If you are using GitHub as your repository host, there is a tool that can help solve the “race to push” problem. It is called Bors-NG and it is a merge bot for GitHub pull requests. It will take care of merging the latest trunk version into your branch, running all needed tests and merging the result back into the trunk, managing this as a queue and removing these race conditions.

Even with Pull Requests, however, very high commit frequencies to the shared repo means contention and an artificial serialization. Microsoft acknowledged this as one of the motivations to their Git Virtual File System (GitVFS GVFS VFS for Git which is Windows only for now).

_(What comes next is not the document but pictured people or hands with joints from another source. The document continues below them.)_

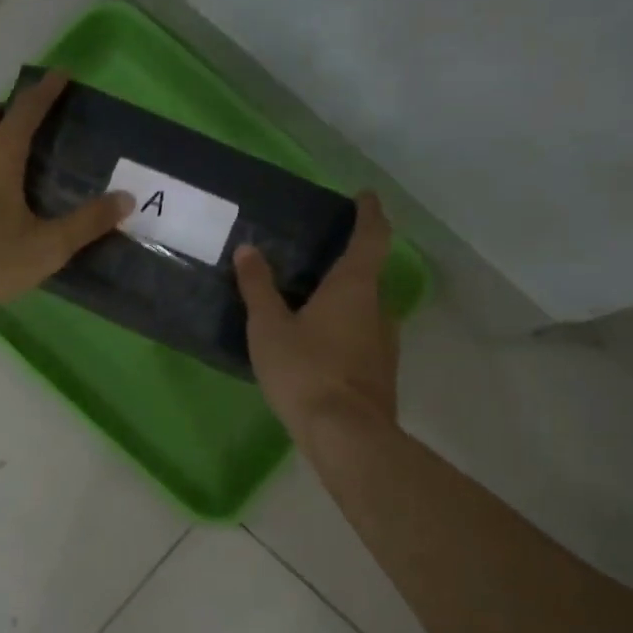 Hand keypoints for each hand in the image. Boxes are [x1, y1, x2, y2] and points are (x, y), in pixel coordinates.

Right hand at [235, 191, 399, 442]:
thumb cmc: (305, 371)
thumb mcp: (270, 328)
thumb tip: (248, 249)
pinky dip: (344, 329)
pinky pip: (363, 336)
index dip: (370, 213)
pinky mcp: (381, 371)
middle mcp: (378, 308)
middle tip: (317, 257)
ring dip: (345, 299)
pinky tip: (318, 345)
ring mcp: (384, 342)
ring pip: (366, 308)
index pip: (372, 237)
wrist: (346, 435)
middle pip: (369, 273)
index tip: (365, 196)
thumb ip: (258, 288)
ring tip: (311, 303)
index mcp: (354, 287)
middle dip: (348, 262)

Git has critical serialization points that will cause a queue to back up badly

— Brian Harry Refer to Brian’s “More on GVFS” blog entry

We’re sure that within a few years, Git will be able to handle huge scale too. Whether with the Microsoft technologies, or something else.

Conway’s Law

The organization creates applications and services that reflect the organization’s own structure. If your organization feels like this, and a Monorepo does not feel right, then MicroServices could be the direction for you.

Database migrations

In order to manage database schemas in a Trunk-Based Development way you will need to find a way to handle table-shape changes under source control, and even manage existing data where new/changed columns have happened. Pramod Sadlage and Scott Amber’s book “Refactoring Databases: Evolutionary Database Design" goes into that much more, as does the Continuous Delivery book.

Shared code

Trunk-Based Development teams typically have common code ownership rules around contributions to different parts of the source tree. If they do not have a fully egalitarian system, they have objective rules for contributions to the tree. Rules that focus on standards and come with a promise of a prioritized and fair code review. Trunk-Based Development teams might have fine-grained write permissions for directories within the trunk, but never have any impediment to reading files in the trunk - everyone can see everything.